Le Point

L’arrivée d’investisse­urs et de jeunes vignerons redonne à cette appellatio­n son rang et la qualité qui en faisait la réputation autrefois.

- PAR JACQUES DUPONT

Longtemps la maison Nicolas, « premier caviste de France » et pionnier dans l’art de la publicité, a édité chaque année un catalogue où figurait la « liste des grands vins fins ». Rares grands crus de Bourgogne d’années très anciennes, châteaux bordelais des meilleurs millésimes, ces luxueuses plaquettes étaient illustrées par des peintres et des dessinateu­rs de grand talent (Cassandre, Rihakou Harada, Van Dongen…). Celui de 1932 où, en couverture, Edy Legrand a représenté un Bacchus cavalier suivi de quelques personnage­s dont le célèbre Nectar représenta­nt la marque, propose du Montrose 1918 ou du Haut-Brion 1904, ou même de l’Ausone 1869… Pour 35 francs (de l’époque), on peut se procurer un pommard 1911 et pour 10 francs un moulin-à-vent. Le prix n’est pas le plus important – il équivaut à celui d’un châteauneu­f-du-pape – c’est davantage le millésime, qui intéresse : 1924, un vin de huit ans. Et le fait également qu’il figure (à côté d’un fleurie) dans cet opuscule où ne sont recensés que les crus jugés « grands ».
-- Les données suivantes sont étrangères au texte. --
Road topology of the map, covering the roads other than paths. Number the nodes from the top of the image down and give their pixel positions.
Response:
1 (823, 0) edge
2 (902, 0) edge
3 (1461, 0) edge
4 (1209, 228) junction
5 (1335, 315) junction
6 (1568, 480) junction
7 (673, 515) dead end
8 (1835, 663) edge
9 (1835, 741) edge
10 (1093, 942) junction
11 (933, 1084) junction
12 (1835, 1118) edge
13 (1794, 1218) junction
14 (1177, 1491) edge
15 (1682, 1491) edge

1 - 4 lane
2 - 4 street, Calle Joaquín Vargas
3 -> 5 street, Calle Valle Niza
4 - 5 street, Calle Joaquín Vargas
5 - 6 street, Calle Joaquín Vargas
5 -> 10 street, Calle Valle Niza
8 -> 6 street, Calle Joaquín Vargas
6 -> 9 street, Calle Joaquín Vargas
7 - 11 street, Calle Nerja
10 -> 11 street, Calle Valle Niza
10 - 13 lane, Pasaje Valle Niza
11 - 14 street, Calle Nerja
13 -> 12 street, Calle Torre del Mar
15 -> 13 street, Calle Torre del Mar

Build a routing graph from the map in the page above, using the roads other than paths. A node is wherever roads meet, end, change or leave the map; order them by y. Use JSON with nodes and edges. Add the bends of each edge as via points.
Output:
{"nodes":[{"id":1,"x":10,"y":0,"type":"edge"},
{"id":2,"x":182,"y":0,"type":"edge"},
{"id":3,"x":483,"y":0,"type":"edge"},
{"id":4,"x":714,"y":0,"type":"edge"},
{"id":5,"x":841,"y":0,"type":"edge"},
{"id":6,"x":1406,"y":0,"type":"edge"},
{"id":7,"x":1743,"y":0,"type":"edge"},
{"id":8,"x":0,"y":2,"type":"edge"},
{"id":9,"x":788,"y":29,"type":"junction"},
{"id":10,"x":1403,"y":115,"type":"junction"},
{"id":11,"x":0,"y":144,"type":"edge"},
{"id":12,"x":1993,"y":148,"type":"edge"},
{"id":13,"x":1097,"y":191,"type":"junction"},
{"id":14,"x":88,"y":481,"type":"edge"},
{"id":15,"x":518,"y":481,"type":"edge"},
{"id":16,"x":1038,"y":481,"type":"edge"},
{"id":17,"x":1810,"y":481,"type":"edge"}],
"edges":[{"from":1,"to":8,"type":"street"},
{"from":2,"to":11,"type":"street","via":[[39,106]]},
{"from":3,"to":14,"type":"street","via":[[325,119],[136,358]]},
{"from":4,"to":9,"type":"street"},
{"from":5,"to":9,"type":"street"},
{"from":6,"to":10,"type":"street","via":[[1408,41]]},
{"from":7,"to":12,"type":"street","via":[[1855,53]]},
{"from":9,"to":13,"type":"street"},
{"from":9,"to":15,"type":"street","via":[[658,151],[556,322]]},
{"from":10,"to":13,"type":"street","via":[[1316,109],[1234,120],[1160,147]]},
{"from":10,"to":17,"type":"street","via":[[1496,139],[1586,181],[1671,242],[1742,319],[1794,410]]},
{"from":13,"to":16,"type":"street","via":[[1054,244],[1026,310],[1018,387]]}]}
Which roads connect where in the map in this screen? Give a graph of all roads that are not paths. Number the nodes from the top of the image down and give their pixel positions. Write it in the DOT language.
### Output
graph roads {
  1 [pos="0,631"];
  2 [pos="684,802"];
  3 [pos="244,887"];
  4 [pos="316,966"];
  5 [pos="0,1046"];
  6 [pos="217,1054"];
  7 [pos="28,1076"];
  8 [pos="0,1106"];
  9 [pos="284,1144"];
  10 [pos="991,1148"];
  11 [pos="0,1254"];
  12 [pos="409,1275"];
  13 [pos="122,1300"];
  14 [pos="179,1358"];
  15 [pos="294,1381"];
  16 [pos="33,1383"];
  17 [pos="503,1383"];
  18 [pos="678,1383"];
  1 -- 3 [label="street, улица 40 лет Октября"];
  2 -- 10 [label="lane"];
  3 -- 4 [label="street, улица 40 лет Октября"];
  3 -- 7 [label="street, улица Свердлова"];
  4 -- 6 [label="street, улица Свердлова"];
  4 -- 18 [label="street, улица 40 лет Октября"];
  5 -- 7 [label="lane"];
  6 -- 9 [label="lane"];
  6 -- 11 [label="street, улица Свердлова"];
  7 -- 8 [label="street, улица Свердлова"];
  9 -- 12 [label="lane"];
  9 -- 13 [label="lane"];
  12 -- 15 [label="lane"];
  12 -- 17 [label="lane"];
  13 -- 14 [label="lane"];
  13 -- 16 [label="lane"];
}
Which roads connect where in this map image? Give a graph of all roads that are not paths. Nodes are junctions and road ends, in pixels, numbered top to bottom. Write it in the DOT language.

L’image de moulin-à-vent s’était un peu écornée ces dernières décennies, emblème vieillissa­nt d’un beaujolais autrefois considéré et réduit dans les années 2000 à la réputation claudicant­e du bojo nouveau. Autrefois, parmi les dix crus (fleurie, morgon, chiroubles, chénas, brouilly, côte-de-brouilly, juliénas, saint-amour et régnié, distingué plus récemment), moulin-à-vent tenait une place à part. On le disait cousin de la Bourgogne et quelquefoi­s, dans d’autres tarifs ou catalogues, il figurait au sein de celle-ci. Les Bourguigno­ns ne s’y sont d’ailleurs pas trompés, qui, voyant dans la crise que traversait le beaujolais une réelle opportunit­é, ont acheté quelques très beaux domaines. A commencer par la prestigieu­se maison Louis Jadot, qui, dès 1996, a repris le Château des Jacques, un des fleurons de moulin-à-vent, un domaine de 88 hectares de vignes avec quelques implantati­ons sur d’autres crus comme le voisin chénas.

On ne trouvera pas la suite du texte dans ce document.